(WHAT NEEDS TO BE DONE): Go to the line below that has "middle pip: (665, 487)", print it and each line after it exactly, and stop after the line that has "middle dip: (260, 258)"; leave out pictures.

(SUPPLIED RECORDS):

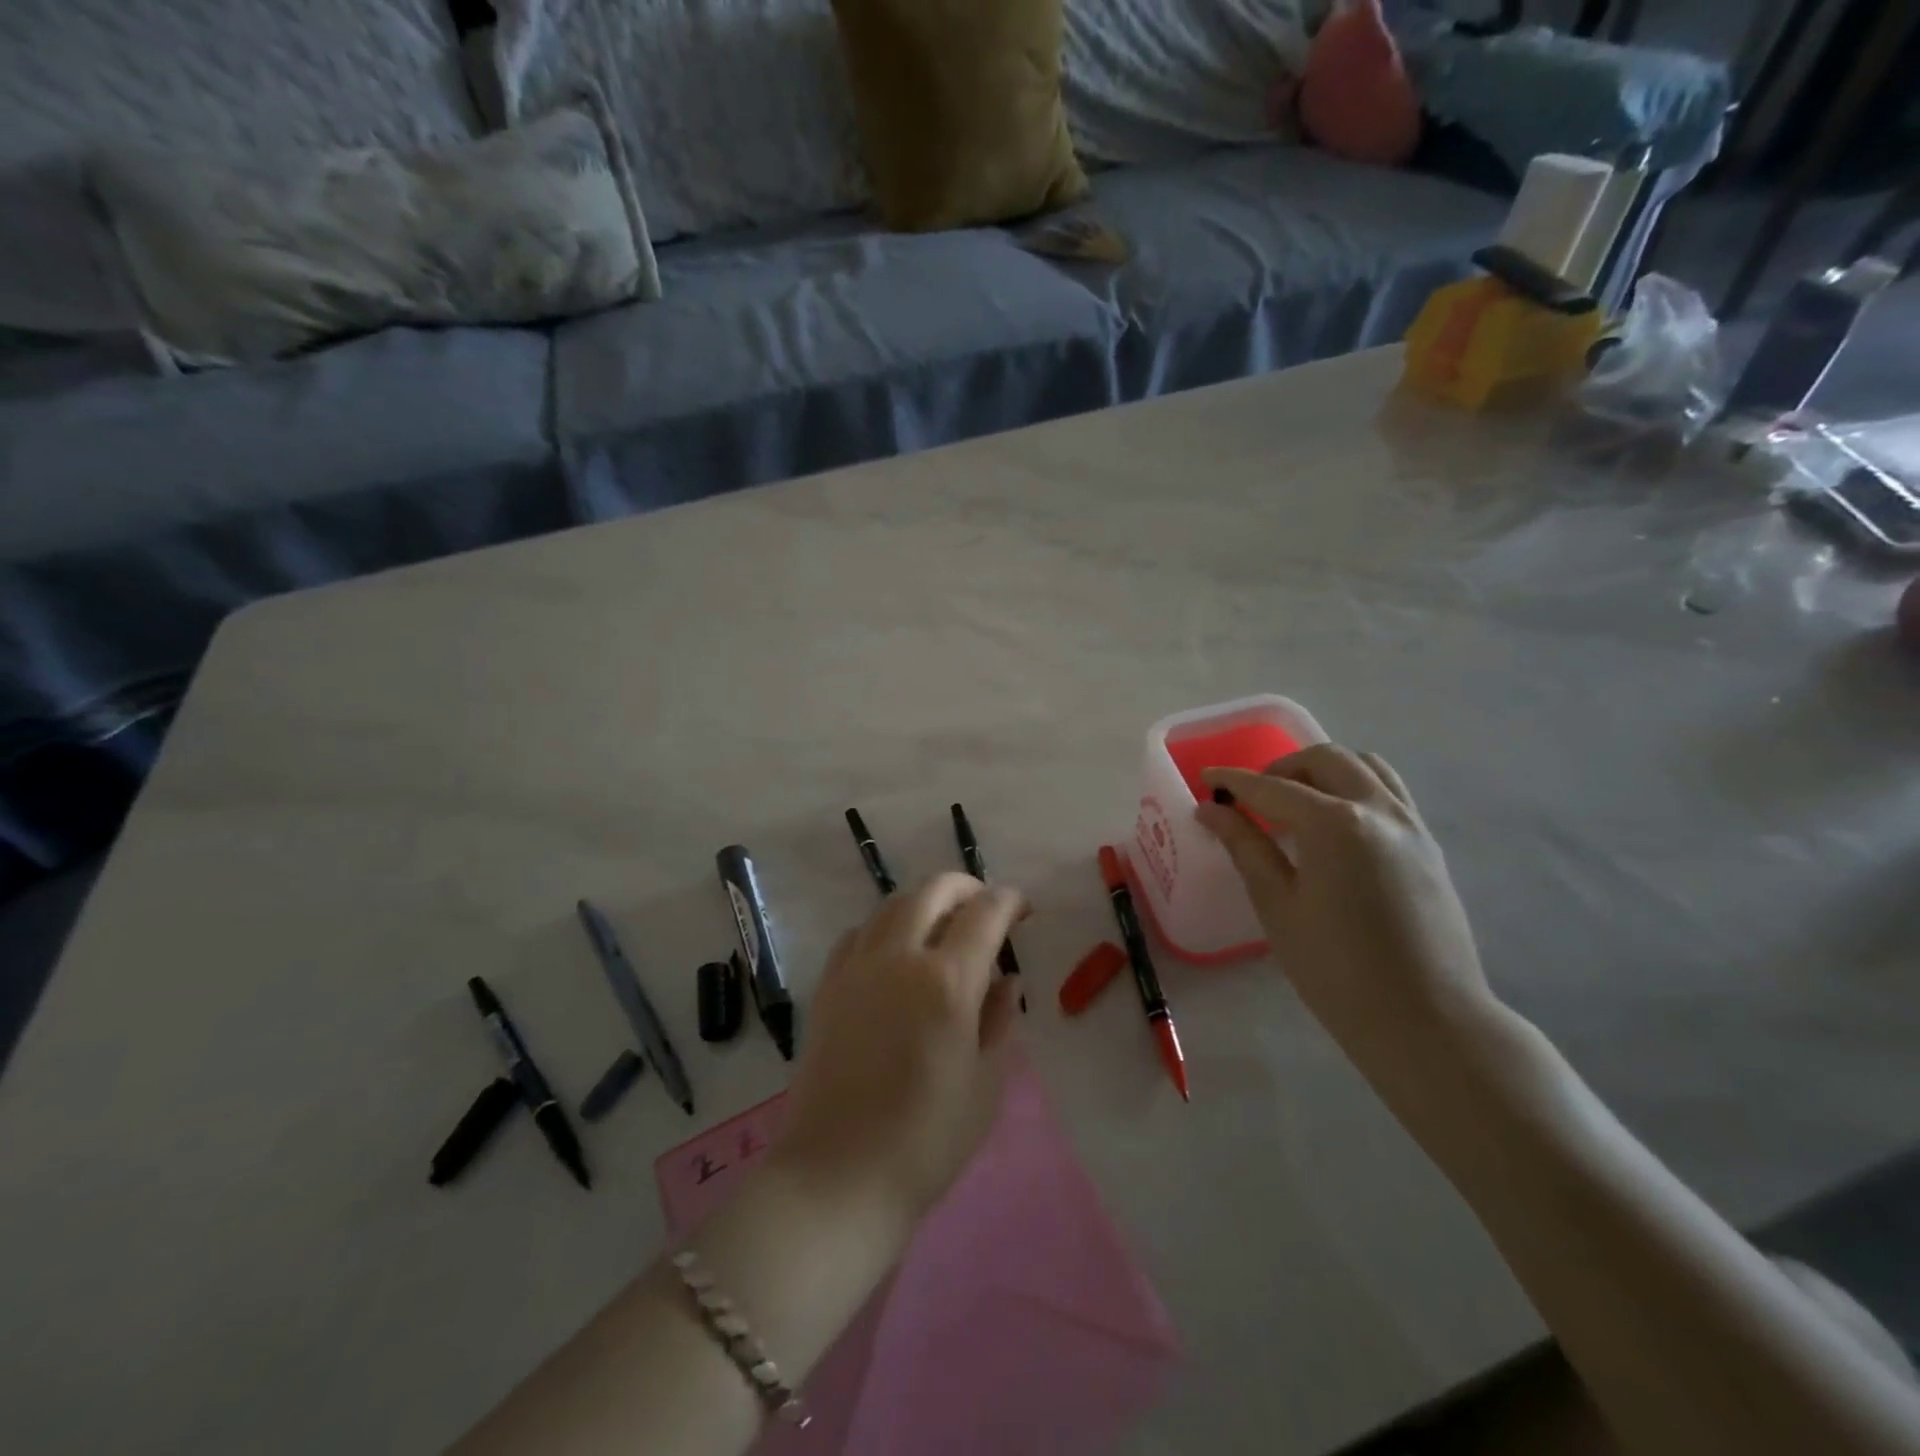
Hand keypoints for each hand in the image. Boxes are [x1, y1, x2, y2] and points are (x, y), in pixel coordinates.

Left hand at [773, 873, 1025, 1227]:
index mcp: (947, 981)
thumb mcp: (985, 1084)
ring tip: (942, 924)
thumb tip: (1006, 979)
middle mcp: (899, 957)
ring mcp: (857, 967)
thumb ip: (999, 1020)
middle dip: (966, 887)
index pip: (985, 913)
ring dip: (925, 902)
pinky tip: (894, 953)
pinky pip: (859, 933)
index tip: (1023, 908)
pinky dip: (885, 927)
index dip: (1009, 901)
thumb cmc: (927, 1139)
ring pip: (893, 905)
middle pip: (933, 891)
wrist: (839, 1175)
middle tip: (985, 905)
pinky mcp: (828, 985)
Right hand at [1196, 745, 1499, 1063]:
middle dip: (1281, 769)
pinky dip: (1356, 787)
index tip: (1206, 779)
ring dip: (1323, 771)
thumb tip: (1211, 810)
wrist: (1427, 1021)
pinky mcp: (1428, 845)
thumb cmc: (1337, 969)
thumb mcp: (1278, 906)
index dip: (1234, 781)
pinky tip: (1336, 826)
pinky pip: (1390, 791)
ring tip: (1296, 804)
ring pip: (1365, 766)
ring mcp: (1411, 824)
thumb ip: (1246, 847)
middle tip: (1252, 798)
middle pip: (1324, 760)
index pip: (1272, 788)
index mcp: (1334, 824)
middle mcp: (1377, 809)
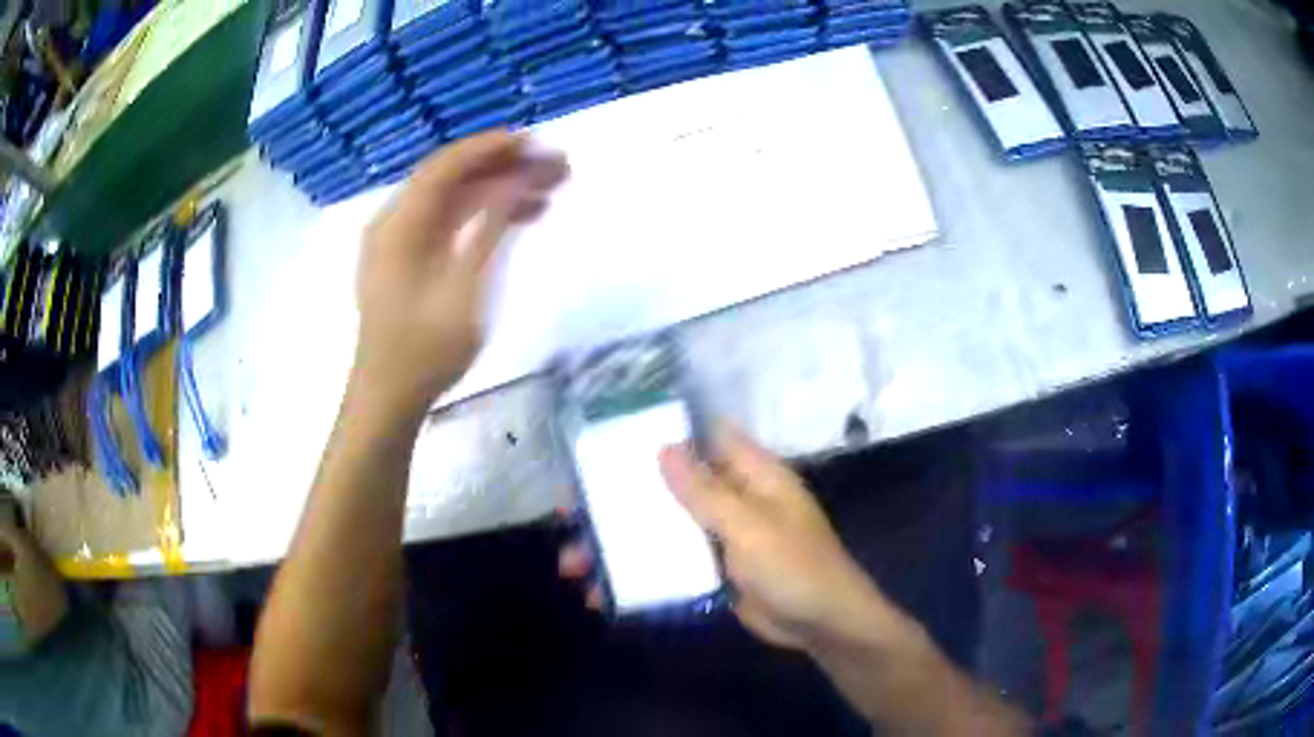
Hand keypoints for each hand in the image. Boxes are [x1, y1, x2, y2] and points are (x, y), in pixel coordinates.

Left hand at [353, 130, 568, 411]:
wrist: (390, 398)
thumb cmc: (425, 348)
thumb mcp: (463, 286)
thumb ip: (489, 226)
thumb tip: (517, 179)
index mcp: (399, 222)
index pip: (446, 165)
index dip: (491, 148)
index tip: (536, 142)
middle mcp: (396, 222)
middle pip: (452, 179)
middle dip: (503, 168)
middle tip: (554, 168)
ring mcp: (402, 243)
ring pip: (454, 201)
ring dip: (498, 192)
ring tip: (549, 193)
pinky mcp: (411, 262)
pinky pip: (449, 225)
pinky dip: (482, 218)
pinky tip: (520, 220)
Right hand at [560, 424, 898, 651]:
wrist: (822, 625)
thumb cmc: (796, 567)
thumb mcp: (751, 527)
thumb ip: (706, 491)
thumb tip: (663, 447)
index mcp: (748, 473)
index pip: (698, 437)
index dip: (655, 433)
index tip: (605, 440)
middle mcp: (730, 497)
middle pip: (665, 487)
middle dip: (618, 500)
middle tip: (568, 511)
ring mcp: (718, 537)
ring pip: (659, 530)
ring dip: (618, 546)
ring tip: (573, 566)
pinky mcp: (711, 571)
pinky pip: (667, 565)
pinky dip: (638, 576)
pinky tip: (603, 595)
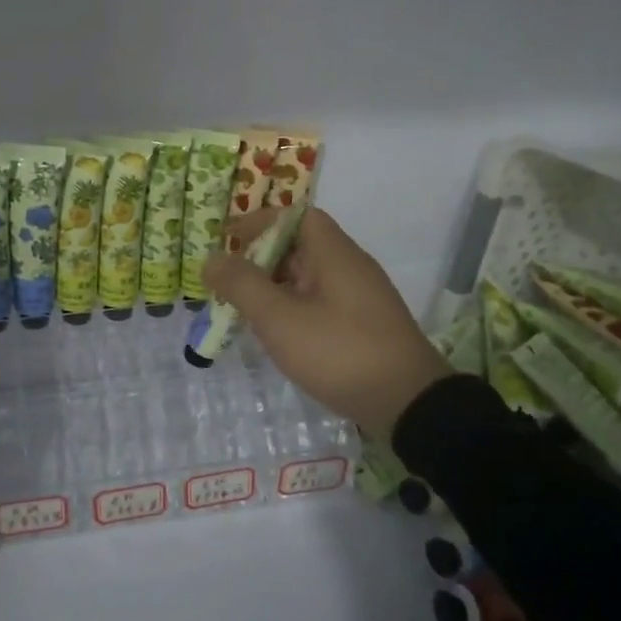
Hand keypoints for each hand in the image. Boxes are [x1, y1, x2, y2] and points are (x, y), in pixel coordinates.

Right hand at [204, 208, 445, 440]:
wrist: (408, 404)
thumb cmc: (339, 351)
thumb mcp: (280, 318)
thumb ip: (242, 285)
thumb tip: (212, 259)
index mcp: (334, 253)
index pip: (296, 215)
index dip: (260, 221)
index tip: (227, 238)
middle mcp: (350, 266)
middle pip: (300, 246)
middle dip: (260, 258)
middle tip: (227, 280)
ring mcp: (360, 297)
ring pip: (309, 277)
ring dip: (274, 287)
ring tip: (243, 310)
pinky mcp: (364, 325)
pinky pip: (320, 302)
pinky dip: (293, 308)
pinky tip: (277, 334)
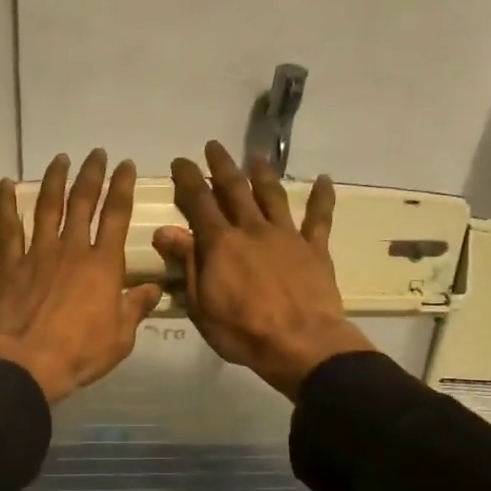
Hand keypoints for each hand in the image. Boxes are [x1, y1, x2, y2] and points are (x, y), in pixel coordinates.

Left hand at [0, 149, 163, 404]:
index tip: (125, 165)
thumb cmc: (81, 352)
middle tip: (96, 154)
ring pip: (48, 207)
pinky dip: (6, 204)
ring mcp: (38, 254)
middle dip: (91, 174)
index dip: (122, 187)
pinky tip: (7, 184)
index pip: (116, 215)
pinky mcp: (11, 266)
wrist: (29, 362)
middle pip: (83, 202)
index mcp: (103, 265)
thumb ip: (135, 308)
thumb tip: (153, 290)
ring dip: (55, 180)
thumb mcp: (121, 336)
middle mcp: (72, 249)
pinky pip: (8, 229)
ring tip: (60, 159)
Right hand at [153, 141, 375, 398]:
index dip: (188, 179)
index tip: (180, 161)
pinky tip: (325, 180)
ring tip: (257, 157)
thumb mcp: (201, 304)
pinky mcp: (314, 248)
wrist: (300, 343)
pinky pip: (319, 218)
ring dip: (263, 174)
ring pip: (273, 195)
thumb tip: (165, 231)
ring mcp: (286, 235)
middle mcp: (252, 229)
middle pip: (235, 189)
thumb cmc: (241, 331)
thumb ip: (187, 263)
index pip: (199, 201)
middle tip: (213, 146)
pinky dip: (322, 197)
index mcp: (221, 243)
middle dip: (222, 165)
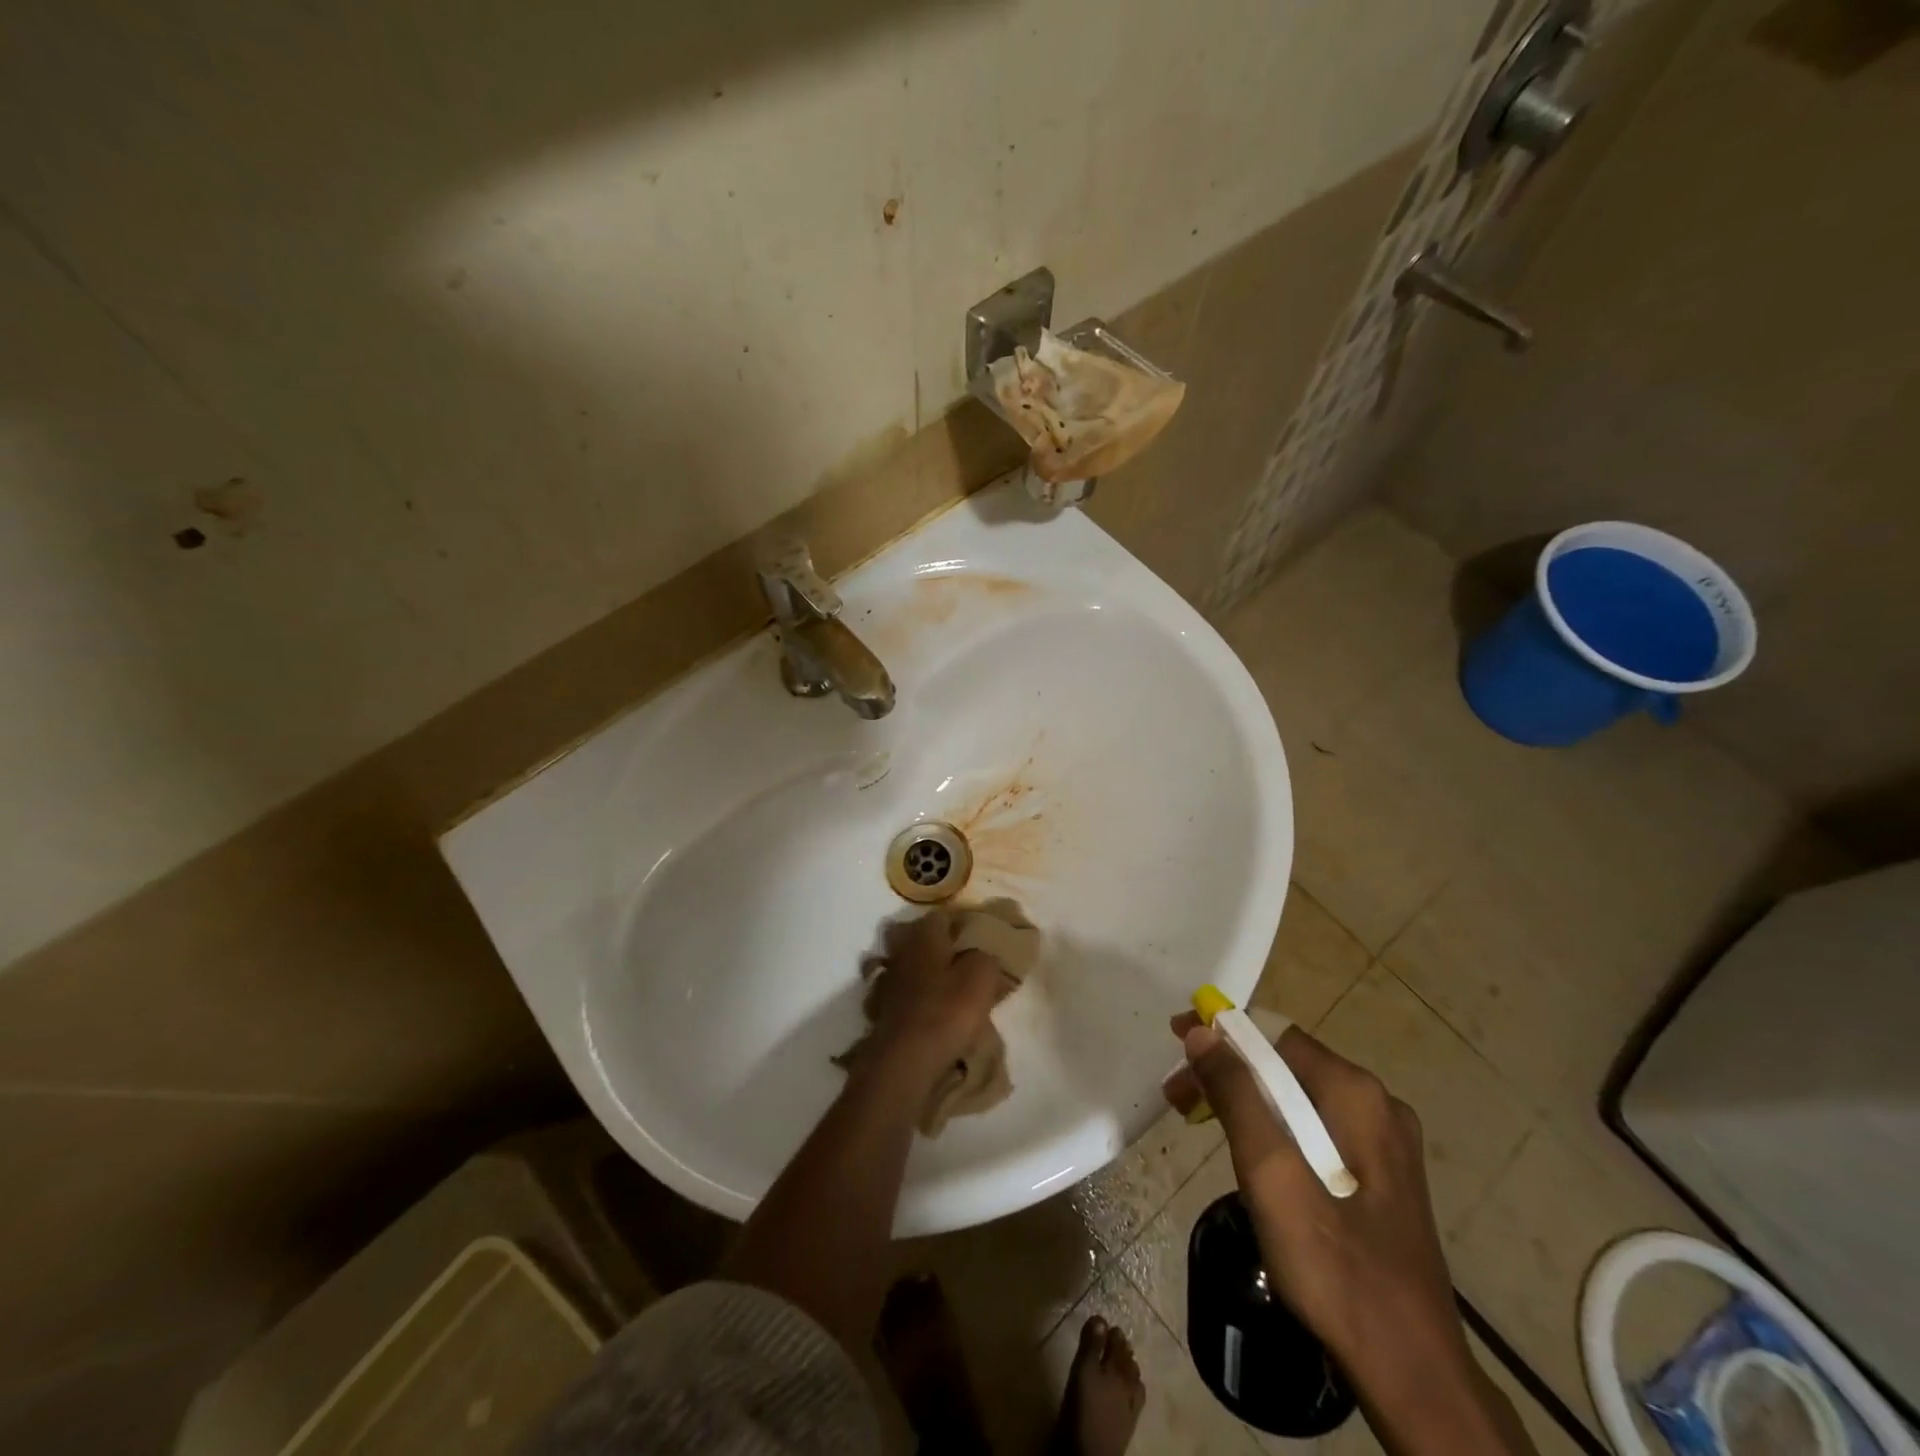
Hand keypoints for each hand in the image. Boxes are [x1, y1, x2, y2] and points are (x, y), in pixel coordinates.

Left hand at [863, 912, 1012, 1079]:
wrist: (904, 1061)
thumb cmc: (947, 1011)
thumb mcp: (982, 976)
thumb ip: (986, 955)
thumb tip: (983, 951)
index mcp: (924, 934)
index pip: (944, 915)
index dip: (964, 925)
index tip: (982, 941)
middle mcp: (902, 949)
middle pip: (923, 938)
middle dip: (942, 947)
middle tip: (967, 963)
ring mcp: (889, 979)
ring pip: (913, 965)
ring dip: (929, 972)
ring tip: (954, 989)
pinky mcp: (884, 1008)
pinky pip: (906, 992)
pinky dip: (918, 997)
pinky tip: (934, 1010)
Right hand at [1162, 1013, 1471, 1392]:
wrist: (1410, 1371)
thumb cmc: (1332, 1263)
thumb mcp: (1270, 1171)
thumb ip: (1235, 1093)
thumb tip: (1202, 1031)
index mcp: (1355, 1093)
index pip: (1273, 1035)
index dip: (1220, 1035)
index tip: (1176, 1047)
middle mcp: (1377, 1104)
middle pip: (1285, 1065)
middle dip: (1228, 1073)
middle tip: (1179, 1098)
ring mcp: (1385, 1142)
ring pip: (1299, 1098)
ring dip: (1246, 1102)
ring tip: (1203, 1125)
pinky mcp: (1383, 1176)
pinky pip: (1316, 1129)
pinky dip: (1275, 1129)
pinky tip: (1252, 1158)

(ANSWER SPACE):
middle pip: (665, 487)
middle dip: (618, 500)
middle tip: (568, 511)
ring mcp: (718, 537)
ring pip: (659, 530)
ring dip: (618, 546)
ring tip: (573, 566)
pinky mcp: (711, 571)
pinky pip: (667, 565)
pinky dip: (638, 576)
pinky tip: (603, 595)
Hand keypoints for each hand in the image. Boxes are [x1, y1, x2, y2] and points are (x, y), in pixel coordinates.

Right hand at [204, 208, 445, 440]:
wrist: (408, 404)
thumb cmc: (339, 351)
thumb mcp: (280, 318)
thumb ip: (242, 285)
thumb tip: (212, 259)
index mcp: (334, 253)
index pip: (296, 215)
index dip: (260, 221)
index tip: (227, 238)
middle mcp: (350, 266)
middle pip: (300, 246)
middle dip: (260, 258)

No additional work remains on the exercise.